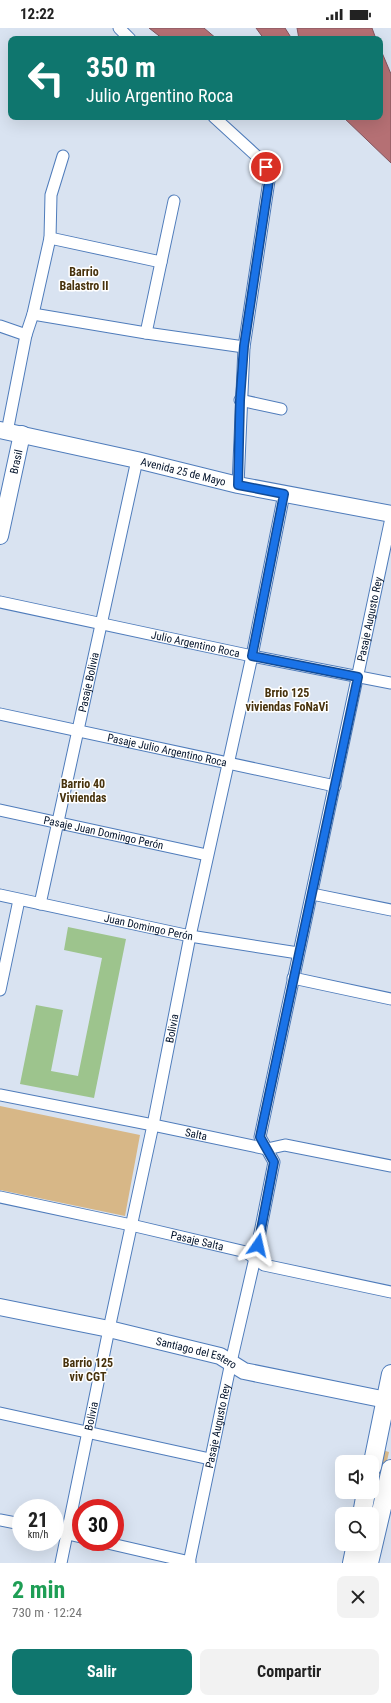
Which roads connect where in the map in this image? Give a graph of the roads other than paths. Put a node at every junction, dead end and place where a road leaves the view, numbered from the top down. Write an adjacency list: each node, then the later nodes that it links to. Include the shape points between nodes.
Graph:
1 (118, 28): 2 (street)
2 (127, 36)
3 (217, 120): 12 (street, via 261,160 270,174)
4 (63, 156): 6 (street, via 51,195)
5 (174, 201): 7 (street)
6 (50, 238): 7 (street); 8 (street)
7 (161, 262): 10 (street)
8 (34, 314): 10 (street); 11 (street)
9 (0, 326): 11 (street)
10 (146, 334): 12 (street)
11 (26, 335): 15 (street)
12 (244, 346): 13 (street)
13 (240, 400): 14 (street); 17 (street)
14 (281, 409)
15 (9, 432): 16 (street, Avenida 25 de Mayo); 21 (street, Brasil)
16 (137, 460): 17 (street, Avenida 25 de Mayo); 23 (street, Pasaje Bolivia)
17 (238, 485): 18 (street, Avenida 25 de Mayo)
18 (284, 494): 19 (street, Avenida 25 de Mayo); 24 (street, Bolivia)
19 (391, 514)
20 (391, 518): 25 (street, Pasaje Augusto Rey)
21 (0, 536)
22 (0, 602): 23 (street, Julio Argentino Roca)
23 (102, 624): 24 (street, Julio Argentino Roca); 28 (street, Pasaje Bolivia)
24 (252, 656): 25 (street, Julio Argentino Roca); 29 (street, Bolivia)
25 (358, 677): 26 (street, Julio Argentino Roca); 30 (street, Pasaje Augusto Rey)
26 (391, 683)
27 (0, 714): 28 (street, Pasaje Julio Argentino Roca)
28 (78, 731): 29 (street, Pasaje Julio Argentino Roca); 32 (street, Pasaje Bolivia)
29 (227, 763): 30 (street, Pasaje Julio Argentino Roca); 33 (street, Bolivia)
30 (335, 786): 34 (street, Pasaje Augusto Rey)
31 (0, 810): 32 (street, Pasaje Juan Domingo Perón)
32 (58, 823): 33 (street, Pasaje Juan Domingo Perón); 37 (street, Pasaje Bolivia)
33 (207, 855): 39 (street, Bolivia)
34 (312, 894): 38 (street); 40 (street, Pasaje Augusto Rey)
35 (0, 895): 36 (street, Juan Domingo Perón)
36 (19, 900): 37 (street, Juan Domingo Perón); 42 (street)
37 (40, 904): 39 (street, Juan Domingo Perón)
38 (391, 910)
39 (190, 936): 40 (street, Juan Domingo Perón); 45 (street, Bolivia)
40 (298, 953): 41 (street, Pasaje Augusto Rey)
41 (293, 978): 43 (street); 46 (street, Pasaje Augusto Rey, via 260,1137)
42 (0, 990)
43 (391, 999)
44 (0, 1095): 45 (street, Salta)
45 (153, 1125): 46 (street, Salta); 49 (street, Bolivia)
46 (267, 1149): 47 (street, Salta, via 285,1145); 50 (street, Pasaje Augusto Rey, via 274,1162)
47 (391, 1166)
48 (0, 1197): 49 (street, Pasaje Salta)
49 (131, 1225): 50 (street, Pasaje Salta, via 246,1252); 53 (street, Bolivia)
50 (255, 1258): 51 (street, Pasaje Salta, via 264,1264); 54 (street, Pasaje Augusto Rey)
51 (391, 1292)
52 (0, 1307): 53 (street, Santiago del Estero)
53 (109, 1329): 54 (street, Santiago del Estero, via 220,1356); 58 (street, Bolivia)
54 (231, 1362): 56 (street, Santiago del Estero, via 244,1370); 61 (street, Pasaje Augusto Rey)
55 (391, 1374): 56 (main road)
56 (388, 1401): 59 (main road)
57 (0, 1413): 58 (street)
58 (88, 1431): 61 (street); 66 (street, Bolivia)
59 (385, 1433): 60 (main road)
60 (377, 1455)
61 (210, 1459): 70 (street, Pasaje Augusto Rey)
62 (391, 1469): 73 (main road)
63 (0, 1520): 64 (street)
64 (12, 1522)
65 (64, 1534): 66 (street)
66 (67, 1534): 67 (street); 71 (street, Bolivia)
67 (72, 1535)
68 (124, 1547): 70 (street)
69 (355, 1551): 72 (main road)
70 (190, 1562)
71 (61, 1563)
72 (352, 1563)
73 (369, 1563)

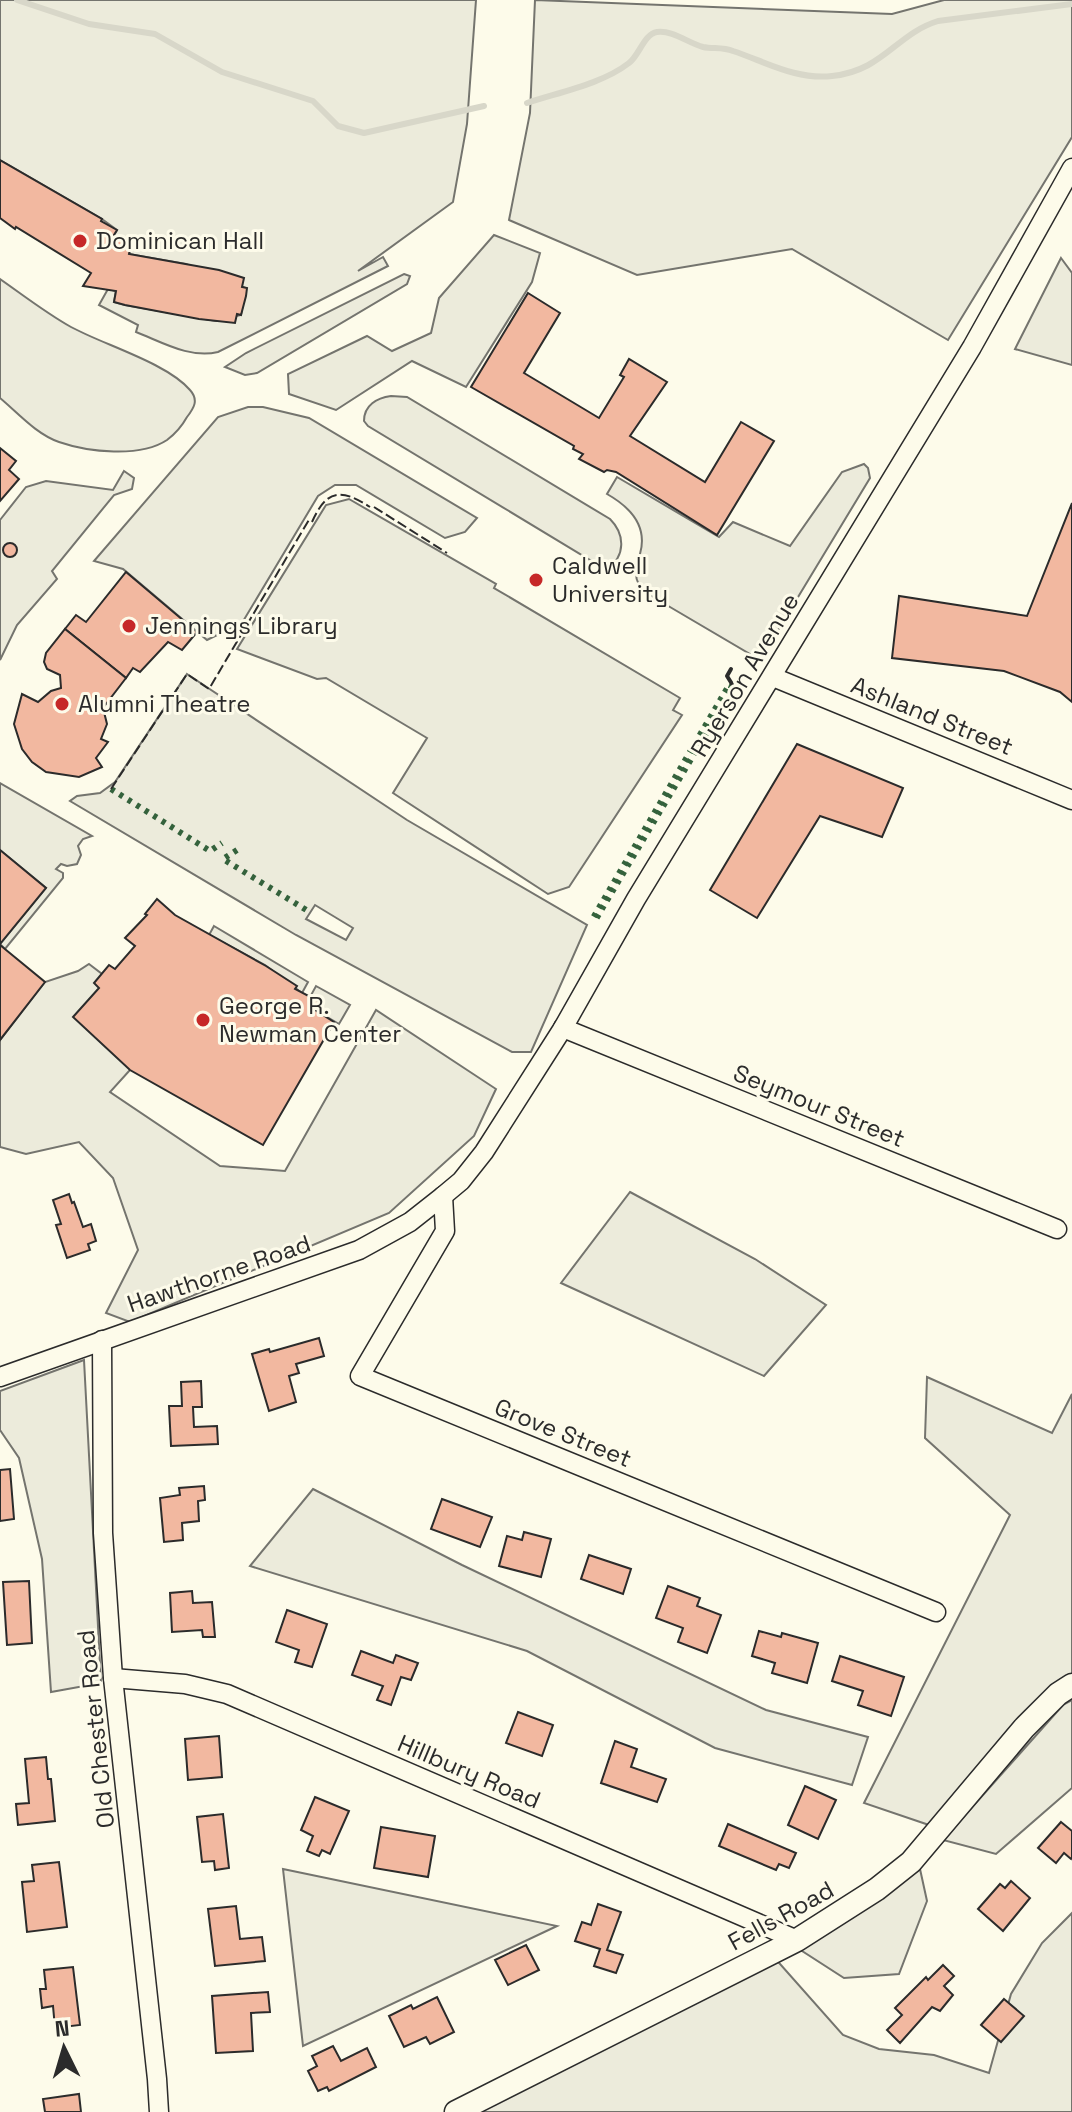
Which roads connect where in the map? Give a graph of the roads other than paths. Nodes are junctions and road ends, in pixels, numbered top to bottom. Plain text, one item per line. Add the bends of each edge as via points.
1 (1072, 168) edge
2 (1065, 194) edge
3 (773, 677) junction
4 (1072, 800) edge
5 (563, 1028) junction
6 (443, 1196) junction
7 (1057, 1229) dead end
8 (102, 1340) junction
9 (0, 1377) edge
10 (936, 1612) dead end
11 (113, 1678) junction
12 (1072, 1685) edge
13 (797, 1940) junction
14 (159, 2112) edge
15 (456, 2112) edge

1 - 2 street, Ryerson Avenue
2 - 3 street, Ryerson Avenue
3 - 4 street, Ashland Street
3 - 5 street, Ryerson Avenue
5 - 6 street, Ryerson Avenue via 484,1152
5 - 7 street, Seymour Street
6 - 8 street, Hawthorne Road via 410,1222 359,1250
6 - 10 street, Grove Street via 445,1231 360,1376
8 - 9 street, Hawthorne Road
8 - 11 street, Old Chester Road via 103,1533
11 - 13 street, Hillbury Road via 185,1684 227,1694
11 - 14 street, Old Chester Road
12 - 13 street, Fells Road via 1024,1728 911,1862
13 - 15 street, Fells Road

## Requirement
With pictures excluded, the material is to be written out exactly as given.

## Answer space
Which roads connect where in the map in this image? Give a graph of the roads other than paths. Put a node at every junction, dead end and place where a road leaves the view, numbered from the top down. Write an adjacency list: each node, then the later nodes that it links to. Include the shape points between nodes.
Graph:
1 (118, 28): 2 (street)
2 (127, 36)
3 (217, 120): 12 (street, via 261,160 270,174)
4 (63, 156): 6 (street, via 51,195)
5 (174, 201): 7 (street)
6 (50, 238): 7 (street); 8 (street)
7 (161, 262): 10 (street)
8 (34, 314): 10 (street); 11 (street)
9 (0, 326): 11 (street)
10 (146, 334): 12 (street)
11 (26, 335): 15 (street)
12 (244, 346): 13 (street)
13 (240, 400): 14 (street); 17 (street)
14 (281, 409)
15 (9, 432): 16 (street, Avenida 25 de Mayo); 21 (street, Brasil)
16 (137, 460): 17 (street, Avenida 25 de Mayo); 23 (street, Pasaje Bolivia)
17 (238, 485): 18 (street, Avenida 25 de Mayo)
18 (284, 494): 19 (street, Avenida 25 de Mayo); 24 (street, Bolivia)
19 (391, 514)
20 (391, 518): 25 (street, Pasaje Augusto Rey)
21 (0, 536)
22 (0, 602): 23 (street, Julio Argentino Roca)
23 (102, 624): 24 (street, Julio Argentino Roca); 28 (street, Pasaje Bolivia)
24 (252, 656): 25 (street, Julio Argentino Roca); 29 (street, Bolivia)
25 (358, 677): 26 (street, Julio Argentino Roca); 30 (street, Pasaje Augusto Rey)
26 (391, 683)
27 (0, 714): 28 (street, Pasaje Julio Argentino Roca)
28 (78, 731): 29 (street, Pasaje Julio Argentino Roca); 32 (street, Pasaje Bolivia)
29 (227, 763): 30 (street, Pasaje Julio Argentino Roca); 33 (street, Bolivia)
30 (335, 786): 34 (street, Pasaje Augusto Rey)
31 (0, 810): 32 (street, Pasaje Juan Domingo Perón)
32 (58, 823): 33 (street, Pasaje Juan Domingo Perón); 37 (street, Pasaje Bolivia)
33 (207, 855): 39 (street, Bolivia)
34 (312, 894): 38 (street); 40 (street, Pasaje Augusto Rey)
35 (0, 895): 36 (street, Juan Domingo Perón)
36 (19, 900): 37 (street, Juan Domingo Perón); 42 (street)
37 (40, 904): 39 (street, Juan Domingo Perón)
38 (391, 910)
39 (190, 936): 40 (street, Juan Domingo Perón); 45 (street, Bolivia)
40 (298, 953): 41 (street, Pasaje Augusto Rey)
41 (293, 978): 43 (street); 46 (street, Pasaje Augusto Rey, via 260,1137)
42 (0, 990)
43 (391, 999)
44 (0, 1095): 45 (street, Salta)
45 (153, 1125): 46 (street, Salta); 49 (street, Bolivia)
46 (267, 1149): 47 (street, Salta, via 285,1145); 50 (street, Pasaje Augusto Rey, via 274,1162)
47 (391, 1166)
48 (0, 1197): 49 (street, Pasaje Salta)
49 (131, 1225): 50 (street, Pasaje Salta, via 246,1252); 53 (street, Bolivia)
50 (255, 1258): 51 (street, Pasaje Salta, via 264,1264); 54 (street, Pasaje Augusto Rey)
51 (391, 1292)
52 (0, 1307): 53 (street, Santiago del Estero)
53 (109, 1329): 54 (street, Santiago del Estero, via 220,1356); 58 (street, Bolivia)
54 (231, 1362): 56 (street, Santiago del Estero, via 244,1370); 61 (street, Pasaje Augusto Rey)
55 (391, 1374): 56 (main road)
56 (388, 1401): 59 (main road)
57 (0, 1413): 58 (street)
58 (88, 1431): 61 (street); 66 (street, Bolivia)
59 (385, 1433): 60 (main road)
60 (377, 1455)
61 (210, 1459): 70 (street, Pasaje Augusto Rey)
62 (391, 1469): 73 (main road)
63 (0, 1520): 64 (street)
64 (12, 1522)
65 (64, 1534): 66 (street)
66 (67, 1534): 67 (street); 71 (street, Bolivia)
67 (72, 1535)
68 (124, 1547): 70 (street)
69 (355, 1551): 72 (main road)
70 (190, 1562)
71 (61, 1563)
72 (352, 1563)
73 (369, 1563)

Which roads connect where in the map? Give a graph of the roads other than paths. Nodes are junctions and road ends, in pixels, numbered top to bottom. Plain text, one item per line. Add the bends of each edge as via points.
1 (1072, 168) edge
2 (1065, 194) edge
3 (773, 677) junction
4 (1072, 800) edge
5 (563, 1028) junction
6 (443, 1196) junction
7 (1057, 1229) dead end
8 (102, 1340) junction
9 (0, 1377) edge
10 (936, 1612) dead end
11 (113, 1678) junction
12 (1072, 1685) edge
13 (797, 1940) junction
14 (159, 2112) edge
15 (456, 2112) edge

1 - 2 street, Ryerson Avenue
2 - 3 street, Ryerson Avenue
3 - 4 street, Ashland Street
3 - 5 street, Ryerson Avenue
5 - 6 street, Ryerson Avenue via 484,1152
5 - 7 street, Seymour Street
6 - 8 street, Hawthorne Road via 410,1222 359,1250
6 - 10 street, Grove Street via 445,1231 360,1376
8 - 9 street, Hawthorne Road
8 - 11 street, Old Chester Road via 103,1533
11 - 13 street, Hillbury Road via 185,1684 227,1694
11 - 14 street, Old Chester Road
12 - 13 street, Fells Road via 1024,1728 911,1862
13 - 15 street, Fells Road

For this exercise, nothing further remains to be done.